The Linux kernel’s page allocator (mm/page_alloc.c in the kernel source) uses exactly this scheme with orders 0 through 10 (4 KB to 4 MB). You can see the current state in /proc/buddyinfo:
$ cat /proc/buddyinfo
Node 0, zone Normal 4096 2048 1024 512 256 128 64 32 16 8 4
# ^ ^ ^ ...
# 4KB 8KB 16KB page counts at each order
Trade-off: The buddy system has zero external fragmentation (blocks always merge cleanly) but suffers from internal fragmentation — a 65-byte request wastes 63 bytes because it rounds up to 128.
The Multi-Threaded Problem
A single free list with a single lock becomes a bottleneck when dozens of threads all call malloc and free simultaneously. Every thread contends for the same lock:
Thread 1 --> malloc(32) --+
Thread 2 --> malloc(64) --+--> [ LOCK ] --> single heap --> [ UNLOCK ]
Thread 3 --> free(ptr) --+
Thread 4 --> malloc(16) --+
All 4 threads serialize on the lock. Throughput collapses.
This is the central problem that modern allocators (tcmalloc, jemalloc, mimalloc) solve.
tcmalloc: Thread-Caching Malloc
Google’s tcmalloc (Thread-Caching Malloc) uses a two-level design: each thread gets its own cache of small objects, and a shared central heap handles the rest.
+--------------------------------------------------+
| Process |
| |
| Thread 1 Thread 2 Thread 3|
| +-----------+ +-----------+ +------+|
| |Thread | |Thread | |Thread||
| |Cache | |Cache | |Cache ||
| | | | | | ||
| |free lists | |free lists | |free ||
| |by size | |by size | |lists ||
| |class | |class | | ||
| +-----+-----+ +-----+-----+ +--+---+|
| | | | |
| | refill/return | | |
| v v v |
| +--------------------------------------------+ |
| | Central Free Lists | |
| | (one per size class) | |
| | protected by per-class locks | |
| +--------------------+-----------------------+ |
| | |
| | when empty |
| v |
| +--------------------------------------------+ |
| | Page Heap | |
| | (spans of contiguous pages) | |
| | single lock | |
| +--------------------------------------------+ |
+--------------------------------------------------+
Size Classes
tcmalloc rounds up every allocation to a size class.

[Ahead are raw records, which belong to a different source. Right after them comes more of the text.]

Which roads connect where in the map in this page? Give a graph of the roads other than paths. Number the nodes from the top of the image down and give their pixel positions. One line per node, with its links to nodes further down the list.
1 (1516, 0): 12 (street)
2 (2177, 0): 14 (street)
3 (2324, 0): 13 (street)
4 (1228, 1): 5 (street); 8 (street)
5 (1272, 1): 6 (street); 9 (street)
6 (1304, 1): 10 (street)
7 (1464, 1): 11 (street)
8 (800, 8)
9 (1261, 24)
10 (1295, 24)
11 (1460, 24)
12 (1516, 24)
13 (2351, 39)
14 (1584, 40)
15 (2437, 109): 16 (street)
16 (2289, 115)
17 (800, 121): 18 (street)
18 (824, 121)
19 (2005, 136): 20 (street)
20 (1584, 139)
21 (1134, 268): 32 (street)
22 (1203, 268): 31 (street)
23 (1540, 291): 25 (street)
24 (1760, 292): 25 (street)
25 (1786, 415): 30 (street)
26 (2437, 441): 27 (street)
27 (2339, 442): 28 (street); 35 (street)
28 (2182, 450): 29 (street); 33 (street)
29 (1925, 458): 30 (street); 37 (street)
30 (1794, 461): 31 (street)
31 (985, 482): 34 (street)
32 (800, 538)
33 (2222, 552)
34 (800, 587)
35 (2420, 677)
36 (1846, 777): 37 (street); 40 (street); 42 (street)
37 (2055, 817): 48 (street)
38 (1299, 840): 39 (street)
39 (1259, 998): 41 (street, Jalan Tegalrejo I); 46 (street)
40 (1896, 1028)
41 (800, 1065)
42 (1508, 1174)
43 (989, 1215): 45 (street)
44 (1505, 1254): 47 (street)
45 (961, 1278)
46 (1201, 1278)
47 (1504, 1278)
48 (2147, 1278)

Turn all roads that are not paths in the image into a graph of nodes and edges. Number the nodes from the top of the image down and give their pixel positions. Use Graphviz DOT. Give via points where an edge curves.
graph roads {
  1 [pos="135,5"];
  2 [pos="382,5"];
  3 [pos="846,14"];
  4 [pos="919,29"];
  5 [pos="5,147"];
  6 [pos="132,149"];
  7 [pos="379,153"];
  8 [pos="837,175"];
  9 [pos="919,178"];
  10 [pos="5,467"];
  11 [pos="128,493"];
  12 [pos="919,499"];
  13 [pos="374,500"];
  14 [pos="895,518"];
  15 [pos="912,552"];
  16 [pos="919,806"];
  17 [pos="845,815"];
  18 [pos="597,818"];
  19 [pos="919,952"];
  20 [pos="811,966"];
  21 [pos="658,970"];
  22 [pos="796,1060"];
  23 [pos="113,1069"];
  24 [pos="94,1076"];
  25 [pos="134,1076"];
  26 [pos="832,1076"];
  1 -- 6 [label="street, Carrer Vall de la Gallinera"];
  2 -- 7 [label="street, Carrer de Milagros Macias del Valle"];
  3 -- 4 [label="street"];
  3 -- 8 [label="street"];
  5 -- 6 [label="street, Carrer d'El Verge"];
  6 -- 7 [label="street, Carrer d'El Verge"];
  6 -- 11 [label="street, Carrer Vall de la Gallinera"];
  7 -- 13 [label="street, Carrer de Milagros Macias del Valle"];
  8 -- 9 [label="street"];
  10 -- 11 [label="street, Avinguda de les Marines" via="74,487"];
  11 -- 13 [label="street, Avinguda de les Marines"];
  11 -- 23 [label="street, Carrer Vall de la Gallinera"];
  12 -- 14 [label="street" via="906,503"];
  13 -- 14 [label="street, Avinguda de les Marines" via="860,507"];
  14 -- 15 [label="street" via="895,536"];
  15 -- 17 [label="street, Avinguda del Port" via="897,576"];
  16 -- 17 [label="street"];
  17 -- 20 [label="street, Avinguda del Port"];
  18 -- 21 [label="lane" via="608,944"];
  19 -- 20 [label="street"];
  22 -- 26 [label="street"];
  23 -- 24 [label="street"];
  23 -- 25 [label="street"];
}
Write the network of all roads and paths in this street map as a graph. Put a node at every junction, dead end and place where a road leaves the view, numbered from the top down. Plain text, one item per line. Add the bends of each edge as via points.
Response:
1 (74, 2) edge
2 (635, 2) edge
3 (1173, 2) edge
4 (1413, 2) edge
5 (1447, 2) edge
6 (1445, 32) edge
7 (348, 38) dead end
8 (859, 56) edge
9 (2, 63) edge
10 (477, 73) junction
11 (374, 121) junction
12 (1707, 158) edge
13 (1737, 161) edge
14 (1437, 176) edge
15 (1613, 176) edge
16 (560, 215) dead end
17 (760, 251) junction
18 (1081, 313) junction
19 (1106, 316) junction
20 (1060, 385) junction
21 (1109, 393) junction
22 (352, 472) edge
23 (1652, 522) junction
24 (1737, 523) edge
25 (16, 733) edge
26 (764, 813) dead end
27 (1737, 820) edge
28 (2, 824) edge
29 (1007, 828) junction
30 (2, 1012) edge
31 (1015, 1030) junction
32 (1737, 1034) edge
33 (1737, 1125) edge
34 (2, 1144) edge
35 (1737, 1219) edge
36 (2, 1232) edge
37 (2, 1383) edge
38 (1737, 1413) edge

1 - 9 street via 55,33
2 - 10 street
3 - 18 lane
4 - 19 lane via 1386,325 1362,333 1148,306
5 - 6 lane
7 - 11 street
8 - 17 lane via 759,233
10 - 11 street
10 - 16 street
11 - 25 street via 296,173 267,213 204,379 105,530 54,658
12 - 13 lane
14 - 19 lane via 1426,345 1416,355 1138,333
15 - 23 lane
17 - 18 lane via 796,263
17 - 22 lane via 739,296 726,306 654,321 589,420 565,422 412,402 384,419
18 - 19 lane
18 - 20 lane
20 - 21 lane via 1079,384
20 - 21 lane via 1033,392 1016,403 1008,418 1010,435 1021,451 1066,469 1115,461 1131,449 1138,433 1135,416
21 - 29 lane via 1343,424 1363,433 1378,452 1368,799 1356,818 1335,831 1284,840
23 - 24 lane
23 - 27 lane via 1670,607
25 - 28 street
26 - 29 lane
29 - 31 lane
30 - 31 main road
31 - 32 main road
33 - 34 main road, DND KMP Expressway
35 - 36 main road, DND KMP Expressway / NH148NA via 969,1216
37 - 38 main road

Instead of handling arbitrary sizes, it uses a fixed set (e.g., 8, 16, 32, 48, 64, 80, 96, 128, … up to 256 KB). This eliminates fragmentation within a size class and makes free-list indexing trivial.
From the tcmalloc source (tcmalloc/size_classes.cc):
Request size Size class Wasted bytes
----------- ---------- ------------
1 - 8 8 0 - 7
9 - 16 16 0 - 7
17 - 32 32 0 - 15
33 - 48 48 0 - 15
49 - 64 64 0 - 15
... ... ...
The Thread Cache
Each thread maintains a per-size-class free list in thread-local storage:
// Conceptual structure (simplified from tcmalloc source)
struct ThreadCache {
FreeList list[kNumClasses]; // one free list per size class
size_t size; // total bytes in this cache
};
void *malloc(size_t size) {
int cl = SizeToClass(size); // O(1) lookup
ThreadCache *tc = GetThreadCache(); // thread-local
if (tc->list[cl].empty()) {
tc->FetchFromCentral(cl); // refill from central
}
return tc->list[cl].Pop(); // no lock needed!
}
void free(void *ptr) {
int cl = GetSizeClass(ptr); // from page metadata
ThreadCache *tc = GetThreadCache();
tc->list[cl].Push(ptr); // no lock needed!
if (tc->size > kMaxSize) {
tc->ReturnToCentral(); // give back excess
}
}
The critical insight: most malloc/free pairs never touch a lock. The thread cache absorbs the fast path entirely. Only when the cache runs empty or gets too large does the thread interact with the shared central heap — and even then, it transfers objects in batches to amortize the lock cost.
The Page Heap
For allocations larger than 256 KB (or when the central lists need more pages), tcmalloc goes to the page heap. This is a buddy-like structure that manages runs of contiguous pages called spans:
Page Heap (simplified):
free_lists[1] --> [1 page] --> [1 page] --> NULL
free_lists[2] --> [2 pages] --> NULL
free_lists[3] --> [3 pages] --> NULL
...
free_lists[128] --> [128 pages] --> NULL
large_spans --> sorted set of spans > 128 pages
A span can be “carved” into objects of a single size class. The span metadata records which size class it serves, so free() can determine the size class from just the pointer (look up the page, find the span, read the size class).
jemalloc: Arena-Based Allocation
Facebook’s jemalloc (used by FreeBSD libc, Redis, and Rust’s default allocator for a long time) takes a different approach to concurrency: instead of per-thread caches, it uses multiple arenas.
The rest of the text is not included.